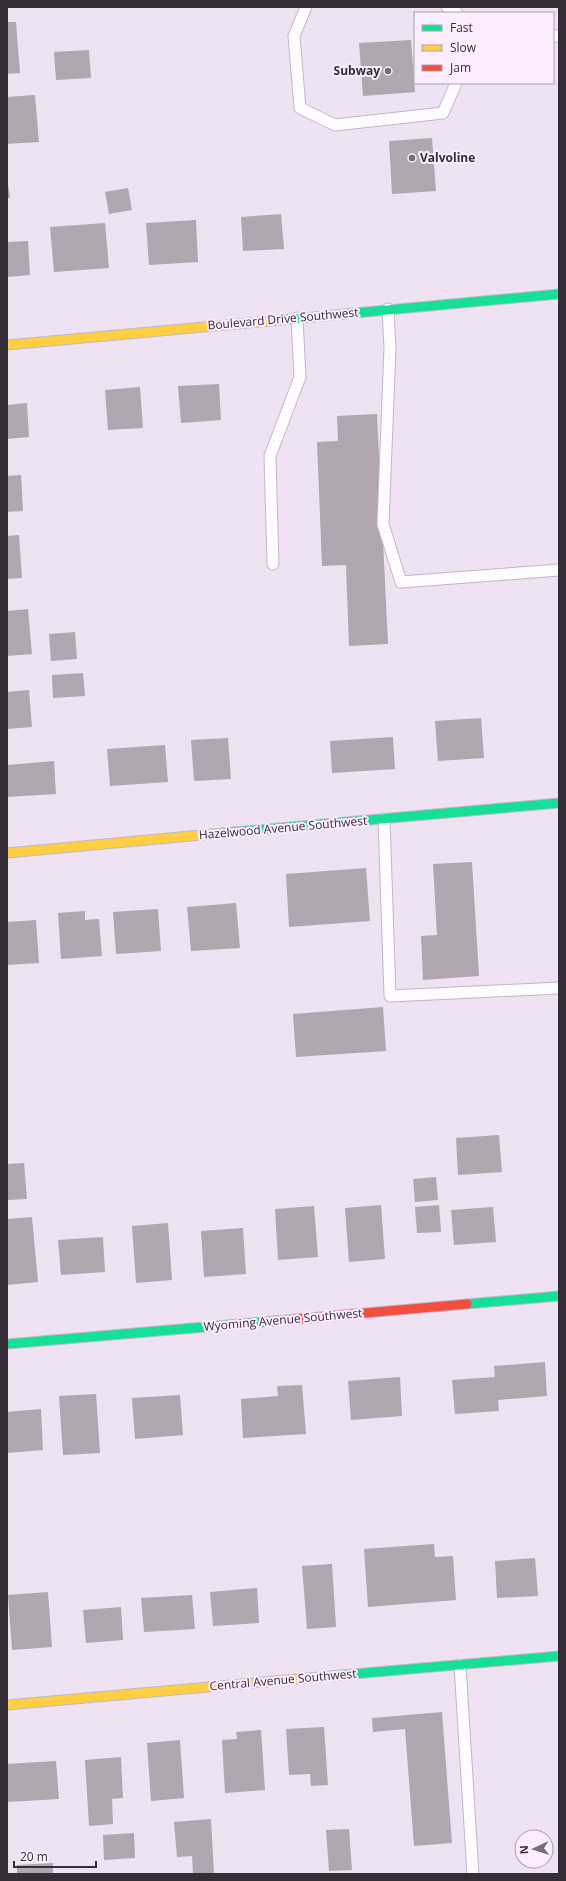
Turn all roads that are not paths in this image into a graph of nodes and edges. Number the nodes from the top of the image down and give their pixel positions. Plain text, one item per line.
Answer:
1 (306, 7) edge
2 (456, 84) edge
3 (559, 294) edge
4 (388, 309) junction
5 (297, 318) junction
6 (7, 345) edge
7 (274, 564) dead end
8 (559, 570) edge
9 (559, 803) edge
10 (384, 819) junction
11 (7, 853) edge
12 (559, 988) edge
13 (559, 1296) edge
14 (7, 1344) edge
15 (559, 1656) edge
16 (460, 1665) junction
17 (7, 1705) edge
18 (473, 1874) edge

1 - 2 lane
3 - 4 street, Boulevard Drive Southwest
4 - 5 street, Boulevard Drive Southwest
4 - 8 lane
5 - 6 street, Boulevard Drive Southwest
5 - 7 lane
9 - 10 street, Hazelwood Avenue Southwest
10 - 11 street, Hazelwood Avenue Southwest
10 - 12 lane
13 - 14 street, Wyoming Avenue Southwest
15 - 16 street, Central Avenue Southwest
16 - 17 street, Central Avenue Southwest
16 - 18 lane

## EXERCISE REQUIREMENTS
Please print out the entries above exactly. The pictures stay out.

## EXERCISE RESULT
Turn all roads that are not paths in this image into a graph of nodes and edges. Number the nodes from the top of the image down and give their pixel positions. Plain text, one item per line.
Answer:
1 (306, 7) edge
2 (456, 84) edge
3 (559, 294) edge
4 (388, 309) junction
5 (297, 318) junction
6 (7, 345) edge
7 (274, 564) dead end
8 (559, 570) edge
9 (559, 803) edge
10 (384, 819) junction
11 (7, 853) edge
12 (559, 988) edge
13 (559, 1296) edge
14 (7, 1344) edge
15 (559, 1656) edge
16 (460, 1665) junction
17 (7, 1705) edge
18 (473, 1874) edge

1 - 2 lane
3 - 4 street, Boulevard Drive Southwest
4 - 5 street, Boulevard Drive Southwest
4 - 8 lane
5 - 6 street, Boulevard Drive Southwest
5 - 7 lane
9 - 10 street, Hazelwood Avenue Southwest
10 - 11 street, Hazelwood Avenue Southwest
10 - 12 lane
13 - 14 street, Wyoming Avenue Southwest
15 - 16 street, Central Avenue Southwest
16 - 17 street, Central Avenue Southwest
16 - 18 lane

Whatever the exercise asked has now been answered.